§ EXERCISE OBJECTIVE: Where a picture appears in the data below, exclude it; restate everything else word for word.

WORKING DATA Block Start

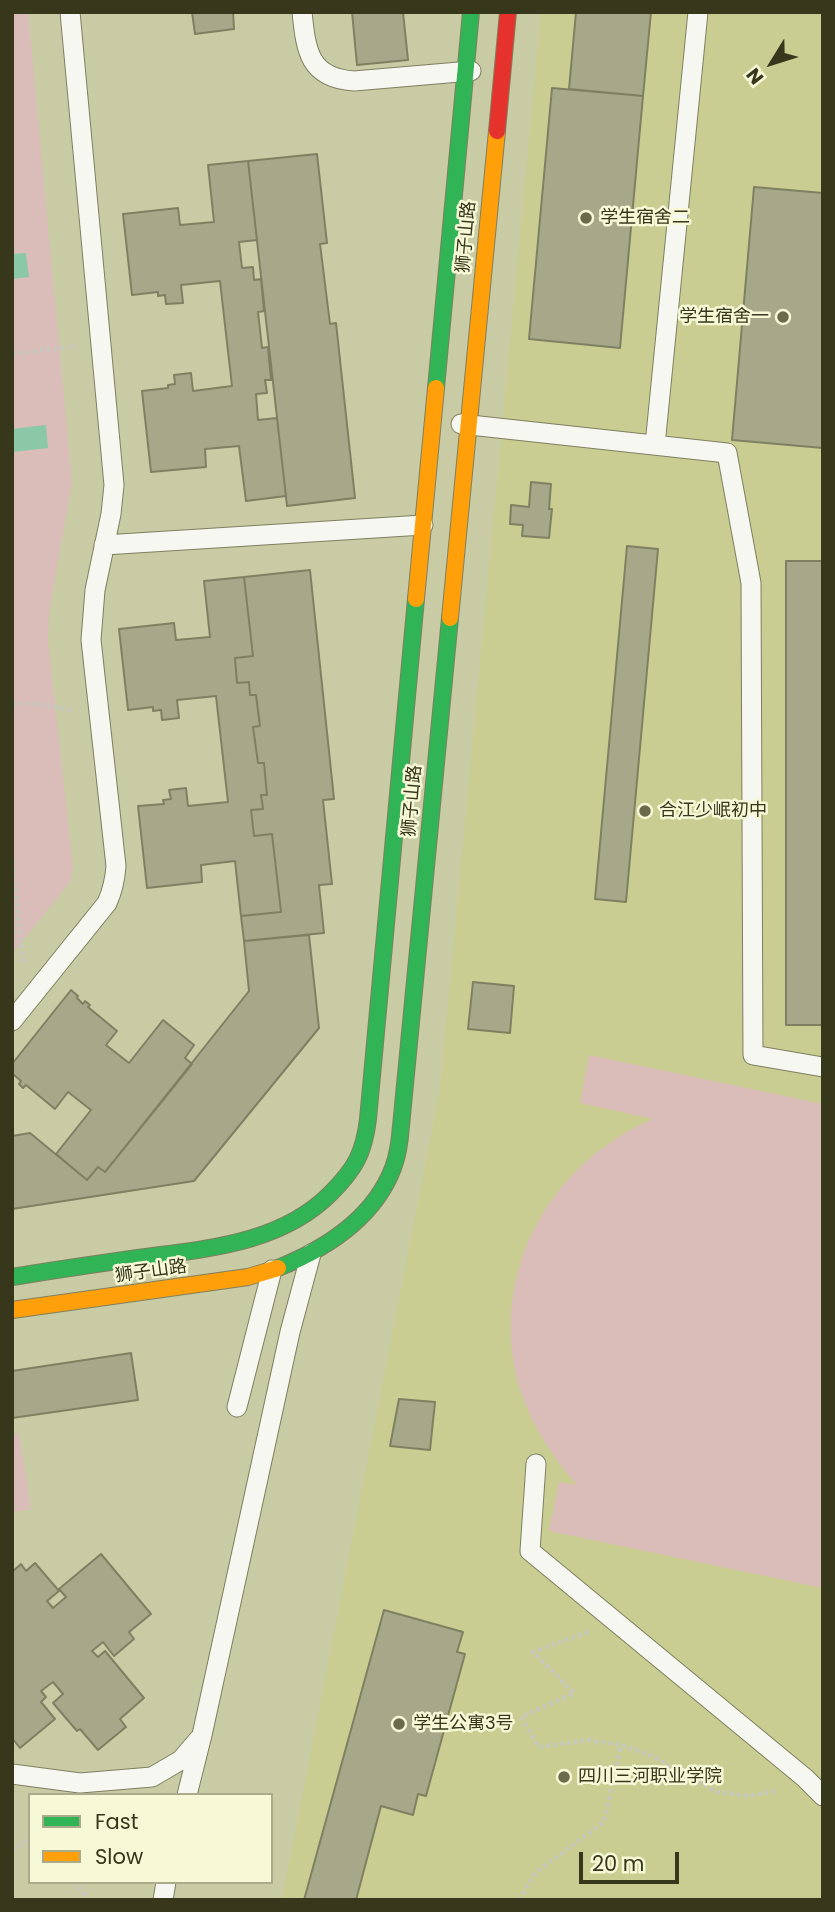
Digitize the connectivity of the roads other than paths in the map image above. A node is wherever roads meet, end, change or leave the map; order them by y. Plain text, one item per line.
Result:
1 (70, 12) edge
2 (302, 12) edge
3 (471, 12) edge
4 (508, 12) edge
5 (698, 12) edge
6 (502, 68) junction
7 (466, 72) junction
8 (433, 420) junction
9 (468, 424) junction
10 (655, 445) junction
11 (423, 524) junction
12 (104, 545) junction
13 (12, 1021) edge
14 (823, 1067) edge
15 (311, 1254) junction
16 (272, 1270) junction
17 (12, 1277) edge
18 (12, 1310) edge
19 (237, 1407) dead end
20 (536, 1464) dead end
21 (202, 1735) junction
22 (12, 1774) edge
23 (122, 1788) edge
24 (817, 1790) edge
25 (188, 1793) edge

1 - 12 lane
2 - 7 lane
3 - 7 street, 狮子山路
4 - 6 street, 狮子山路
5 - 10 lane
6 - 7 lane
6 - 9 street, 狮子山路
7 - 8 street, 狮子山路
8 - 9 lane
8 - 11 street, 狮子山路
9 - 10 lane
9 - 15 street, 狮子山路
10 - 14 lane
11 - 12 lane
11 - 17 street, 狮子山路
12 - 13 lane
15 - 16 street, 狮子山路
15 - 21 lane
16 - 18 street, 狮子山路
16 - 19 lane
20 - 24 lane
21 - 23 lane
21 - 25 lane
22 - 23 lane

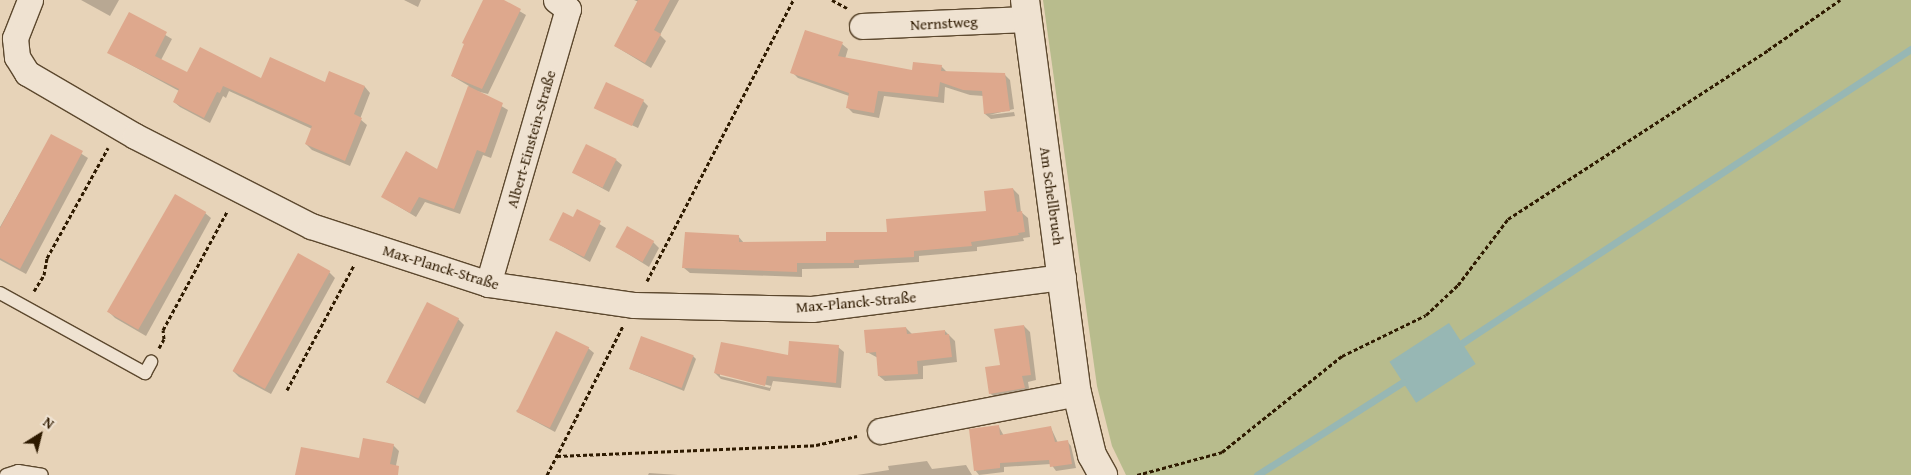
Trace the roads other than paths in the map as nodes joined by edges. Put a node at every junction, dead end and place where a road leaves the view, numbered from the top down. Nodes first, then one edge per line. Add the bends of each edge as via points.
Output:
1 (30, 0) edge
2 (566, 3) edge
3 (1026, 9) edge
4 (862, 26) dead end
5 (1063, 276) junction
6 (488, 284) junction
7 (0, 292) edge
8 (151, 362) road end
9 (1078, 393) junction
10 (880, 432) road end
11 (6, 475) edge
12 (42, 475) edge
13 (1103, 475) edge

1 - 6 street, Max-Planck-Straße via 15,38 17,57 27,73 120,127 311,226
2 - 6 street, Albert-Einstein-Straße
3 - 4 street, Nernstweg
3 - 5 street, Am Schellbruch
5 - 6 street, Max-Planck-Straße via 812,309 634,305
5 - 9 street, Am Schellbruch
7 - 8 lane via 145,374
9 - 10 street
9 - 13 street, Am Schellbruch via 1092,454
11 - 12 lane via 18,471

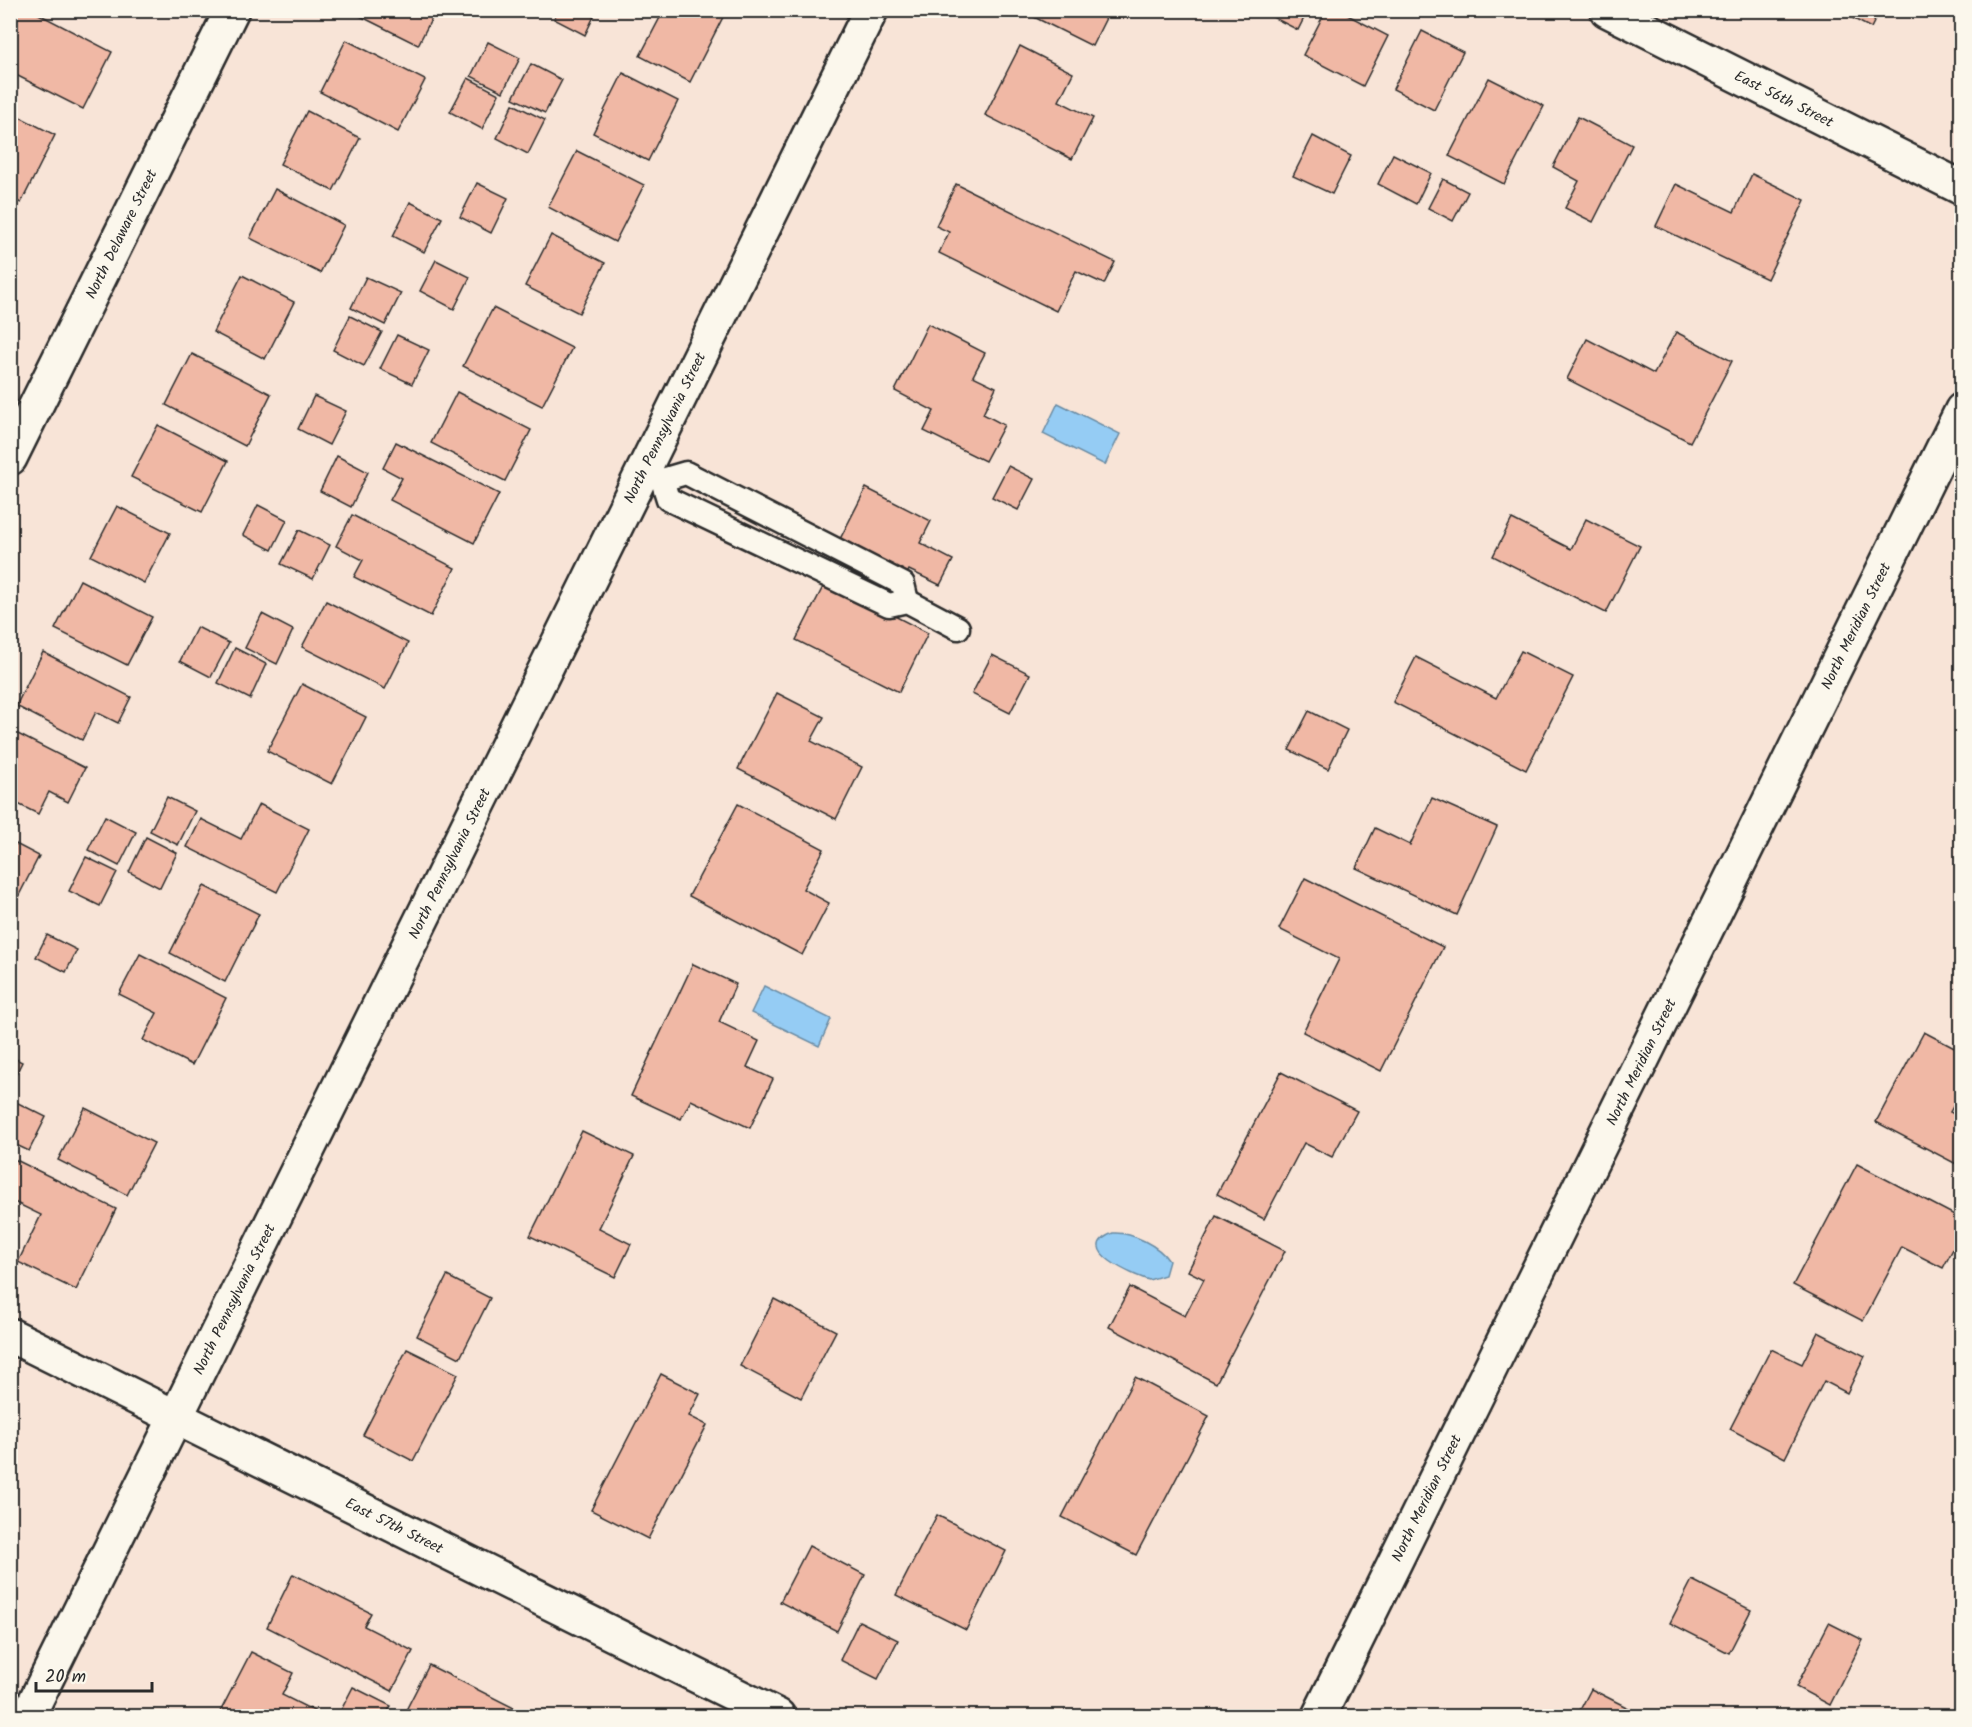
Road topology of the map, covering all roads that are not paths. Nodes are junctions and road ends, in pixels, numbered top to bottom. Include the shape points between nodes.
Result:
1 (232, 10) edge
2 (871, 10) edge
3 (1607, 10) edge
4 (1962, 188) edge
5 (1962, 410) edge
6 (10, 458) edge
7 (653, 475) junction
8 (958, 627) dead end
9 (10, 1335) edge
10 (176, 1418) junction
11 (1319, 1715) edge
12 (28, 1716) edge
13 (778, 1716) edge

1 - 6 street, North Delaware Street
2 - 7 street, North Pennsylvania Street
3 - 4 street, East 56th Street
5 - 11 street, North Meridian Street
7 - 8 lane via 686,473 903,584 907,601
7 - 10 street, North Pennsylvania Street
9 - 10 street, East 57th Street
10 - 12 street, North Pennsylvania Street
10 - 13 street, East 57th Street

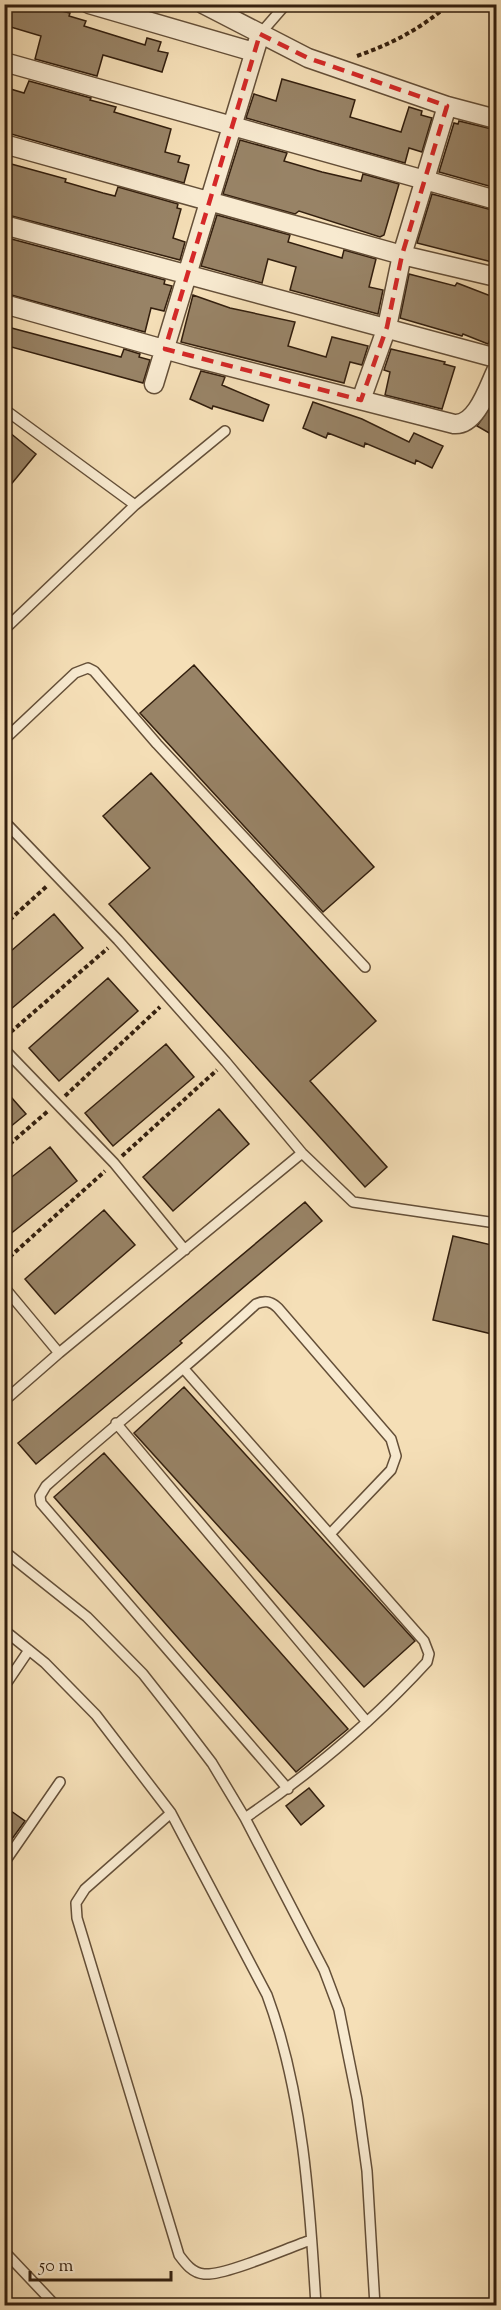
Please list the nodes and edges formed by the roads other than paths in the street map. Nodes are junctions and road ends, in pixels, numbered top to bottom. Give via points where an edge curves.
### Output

WORKING DATA Block End

§ COMPLETED EXERCISE:
Digitize the connectivity of the roads other than paths in the map image above. A node is wherever roads meet, end, change or leave the map; order them by y. Plain text, one item per line.
Result:
1 (70, 12) edge
2 (302, 12) edge
3 (471, 12) edge
4 (508, 12) edge
5 (698, 12) edge
6 (502, 68) junction
7 (466, 72) junction
8 (433, 420) junction
9 (468, 424) junction
10 (655, 445) junction
11 (423, 524) junction
12 (104, 545) junction
13 (12, 1021) edge
14 (823, 1067) edge
15 (311, 1254) junction
16 (272, 1270) junction
17 (12, 1277) edge
18 (12, 1310) edge
19 (237, 1407) dead end
20 (536, 1464) dead end
21 (202, 1735) junction
22 (12, 1774) edge
23 (122, 1788) edge
24 (817, 1790) edge
25 (188, 1793) edge

1 - 12 lane
2 - 7 lane
3 - 7 street, 狮子山路
4 - 6 street, 狮子山路
5 - 10 lane
6 - 7 lane
6 - 9 street, 狮子山路
7 - 8 street, 狮子山路
8 - 9 lane
8 - 11 street, 狮子山路
9 - 10 lane
9 - 15 street, 狮子山路
10 - 14 lane
11 - 12 lane
11 - 17 street, 狮子山路
12 - 13 lane
15 - 16 street, 狮子山路
15 - 21 lane
16 - 18 street, 狮子山路
16 - 19 lane
20 - 24 lane
21 - 23 lane
21 - 25 lane
22 - 23 lane

Trace the roads other than paths in the map as nodes joined by edges. Put a node at every junction, dead end and place where a road leaves the view, numbered from the top down. Nodes first, then one edge per line. Add the bends of each edge as via points.
Output:
1 (30, 0) edge
2 (566, 3) edge
3 (1026, 9) edge
4 (862, 26) dead end
5 (1063, 276) junction
6 (488, 284) junction
7 (0, 292) edge
8 (151, 362) road end
9 (1078, 393) junction
10 (880, 432) road end
11 (6, 475) edge
12 (42, 475) edge
13 (1103, 475) edge

1 - 6 street, Max-Planck-Straße via 15,38 17,57 27,73 120,127 311,226
2 - 6 street, Albert-Einstein-Straße
3 - 4 street, Nernstweg
3 - 5 street, Am Schellbruch
5 - 6 street, Max-Planck-Straße via 812,309 634,305
5 - 9 street, Am Schellbruch
7 - 8 lane via 145,374
9 - 10 street
9 - 13 street, Am Schellbruch via 1092,454
11 - 12 lane via 18,471

Road topology of the map, covering all roads that are not paths. Nodes are junctions and road ends, in pixels, numbered top to bottom. Include the shape points between nodes.
Result:
1 (232, 10) edge
2 (871, 10) edge
3 (1607, 10) edge
4 (1962, 188) edge
5 (1962, 410) edge
6 (10, 458) edge
7 (653, 475) junction
8 (958, 627) dead end
9 (10, 1335) edge
10 (176, 1418) junction
11 (1319, 1715) edge
12 (28, 1716) edge
13 (778, 1716) edge

1 - 6 street, North Delaware Street
2 - 7 street, North Pennsylvania Street
3 - 4 street, East 56th Street
5 - 11 street, North Meridian Street
7 - 8 lane via 686,473 903,584 907,601
7 - 10 street, North Pennsylvania Street
9 - 10 street, East 57th Street
10 - 12 street, North Pennsylvania Street
10 - 13 street, East 57th Street

Please list the nodes and edges formed by the roads other than paths in the street map. Nodes are junctions and road ends, in pixels, numbered top to bottom. Give via points where an edge curves.
### Output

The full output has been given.